Eliana De Sanctis – «Se a un Dio si deve questo mondo, non ci terrei ad essere quel Dio. L’infelicità che vi regna mi strazierebbe il cuore». Così scriveva il celebre filosofo Arthur Schopenhauer in Parerga e Paralipomena (1851), raccogliendo forse il sentire di tutti quegli uomini posti di fronte a una sciagura improvvisa e inspiegabile.
È in effetti ai postumi di esperienze tragiche che l’essere umano sembra accorgersi dei paradossi dell’esistenza, tanto da perdersi in una serie infinita di domande che riecheggiano in un unico, disperato afflato: perché?
Si tratta dell’interrogativo in assoluto più difficile per noi; con i nostri mezzi scientifici sappiamo dire quando un fenomeno avviene, dove e anche in che maniera. Talvolta riusciamo a ricostruirne le cause materiali. Sfugge però la risposta al suo motivo, alla ragione recondita e provvidenziale che lo ha voluto come accadimento.
Il perché è la domanda più metafisica che abbiamo, quella che muove il mondo; è in sua grazia che partono tutte le scienze, gli ammodernamenti, il progresso. Ma è anche il mistero che misura la nostra finitezza, che ci riconduce in quel circuito chiuso oltre cui non possiamo guardare: la nostra esistenza.
Ex-sistere in latino significa “stare fuori da”, presupponendo già etimologicamente l’idea del distacco: esistiamo in virtù di un altrove nel quale non siamo più e nel quale (forse) ritorneremo.
Nella sua vita felice l’uomo poco si preoccupa del senso della propria esistenza; se ne ricorda invece in prossimità della morte e vorrebbe in un batter d’occhio trovare tutte le risposte, catalizzare la propria sofferenza in un’inquadratura razionale che possa donarle ordine e senso.
Il più famoso e spregiudicato intellettuale contemporaneo, Fëdor Dostoevskij, che nei suoi Fratelli Karamazov (1880) si domandava quanta giustizia ci fosse nel dolore patito dai bambini, non rappresenta che la punta dell’iceberg di quel tortuoso filone di pensiero che si è ribellato al Dio dogmatico della tradizione giudaico-cristiana, di cui bisogna fare la volontà senza potersi chiedere: perché?
Già domandarsi il perché è allora una ribellione, una mancata accettazione del destino; a partire da esso possiamo intraprendere sentieri, pontificare discorsi, confrontarci con le umane imperfezioni e tentare, per ogni strada imboccata, di arrivare a una piccola soluzione.
L’uomo ha a disposizione uno svariato ventaglio di discipline attraverso cui fare luce e ottenere la propria giustizia, quali la scienza, la giurisprudenza, la politica.

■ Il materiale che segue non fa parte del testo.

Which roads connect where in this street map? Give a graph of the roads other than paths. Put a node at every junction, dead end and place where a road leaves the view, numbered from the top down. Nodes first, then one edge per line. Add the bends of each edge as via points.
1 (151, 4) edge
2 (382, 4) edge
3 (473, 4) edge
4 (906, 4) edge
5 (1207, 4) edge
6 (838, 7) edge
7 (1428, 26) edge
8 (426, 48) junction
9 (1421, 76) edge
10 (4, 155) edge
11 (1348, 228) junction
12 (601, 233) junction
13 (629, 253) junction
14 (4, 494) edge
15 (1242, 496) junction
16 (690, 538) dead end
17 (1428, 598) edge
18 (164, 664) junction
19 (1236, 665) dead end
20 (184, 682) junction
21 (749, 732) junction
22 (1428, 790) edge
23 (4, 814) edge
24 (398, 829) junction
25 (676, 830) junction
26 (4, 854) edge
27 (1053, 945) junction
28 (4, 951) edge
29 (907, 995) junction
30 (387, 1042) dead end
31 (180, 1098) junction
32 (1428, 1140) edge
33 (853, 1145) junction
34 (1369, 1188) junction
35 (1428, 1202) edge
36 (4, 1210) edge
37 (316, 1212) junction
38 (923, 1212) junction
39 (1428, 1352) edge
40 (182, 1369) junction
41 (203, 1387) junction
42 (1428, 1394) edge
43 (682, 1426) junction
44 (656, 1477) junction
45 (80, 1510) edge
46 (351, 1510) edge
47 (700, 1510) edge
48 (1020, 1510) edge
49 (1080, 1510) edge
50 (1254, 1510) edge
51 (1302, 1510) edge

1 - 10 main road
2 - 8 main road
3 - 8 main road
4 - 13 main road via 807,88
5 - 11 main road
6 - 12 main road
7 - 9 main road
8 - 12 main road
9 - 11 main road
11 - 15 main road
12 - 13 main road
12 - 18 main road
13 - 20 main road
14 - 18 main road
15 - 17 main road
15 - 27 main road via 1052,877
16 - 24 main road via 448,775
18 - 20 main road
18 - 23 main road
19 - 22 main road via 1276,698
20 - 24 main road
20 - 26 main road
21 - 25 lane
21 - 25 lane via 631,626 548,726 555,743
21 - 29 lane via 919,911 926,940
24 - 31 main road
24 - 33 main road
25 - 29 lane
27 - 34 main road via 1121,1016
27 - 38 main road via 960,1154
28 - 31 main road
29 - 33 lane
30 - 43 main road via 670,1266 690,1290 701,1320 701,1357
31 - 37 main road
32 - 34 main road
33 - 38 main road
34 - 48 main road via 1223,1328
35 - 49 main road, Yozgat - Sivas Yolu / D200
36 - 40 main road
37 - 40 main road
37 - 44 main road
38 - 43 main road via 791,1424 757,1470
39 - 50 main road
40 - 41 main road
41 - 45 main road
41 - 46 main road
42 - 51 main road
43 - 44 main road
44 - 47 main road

Tuttavia nutrirà sempre la sensazione di non essere o fare abbastanza, come se ci fosse qualcosa su cui non riesce ad esercitare un controllo, che gli sfugge continuamente. E se per molti questa incapacità di avere una visione totale resta allo stadio di una fastidiosa inquietudine, il filosofo sa benissimo che nome conferirle: finitudine.
L’essere umano si sente vocato da sempre alla grande missione del dominio universale, animato dal piacere ardente di superare i limiti. Ambizione che spesso gli fa dimenticare ciò che è, ossia una creatura finita posta nel qui e nell’ora (hic et nunc, diceva S. Agostino), in un tempo definito che si chiama esistenza.
Divorato da un eccessivo protagonismo, ha dimenticato di essere imperfetto. Di non poter stendere la propria ala su tutto il creato, di non poter sottomettere le forze naturali alla propria volontà o di impedire l’accadimento di eventi dolorosi e spiacevoli.
Può irrompere nella storia con il suo tonante perché, imparando tuttavia che rispondervi non sarà sempre possibile; può edificare le proprie fragili difese, accettando che potrebbero non bastare a salvarlo.
Può ripensare alla bellezza della propria imperfezione, al diritto che ha di sbagliare, di ricredersi, di ritentare.
Può comprendere che stare al mondo significa stare accanto, agli altri uomini e alle altre creature.
Una visione lirica che immortala questo ambiguo gioco di contrasti è contenuta negli ultimi capitoli del Libro di Giobbe, dove al legittimo rancore del protagonista viene contrapposta la grandezza dei piani di Dio, e che Giobbe non aveva compreso perché aveva dimenticato ciò che era: un uomo piccolissimo in un universo complesso e immenso.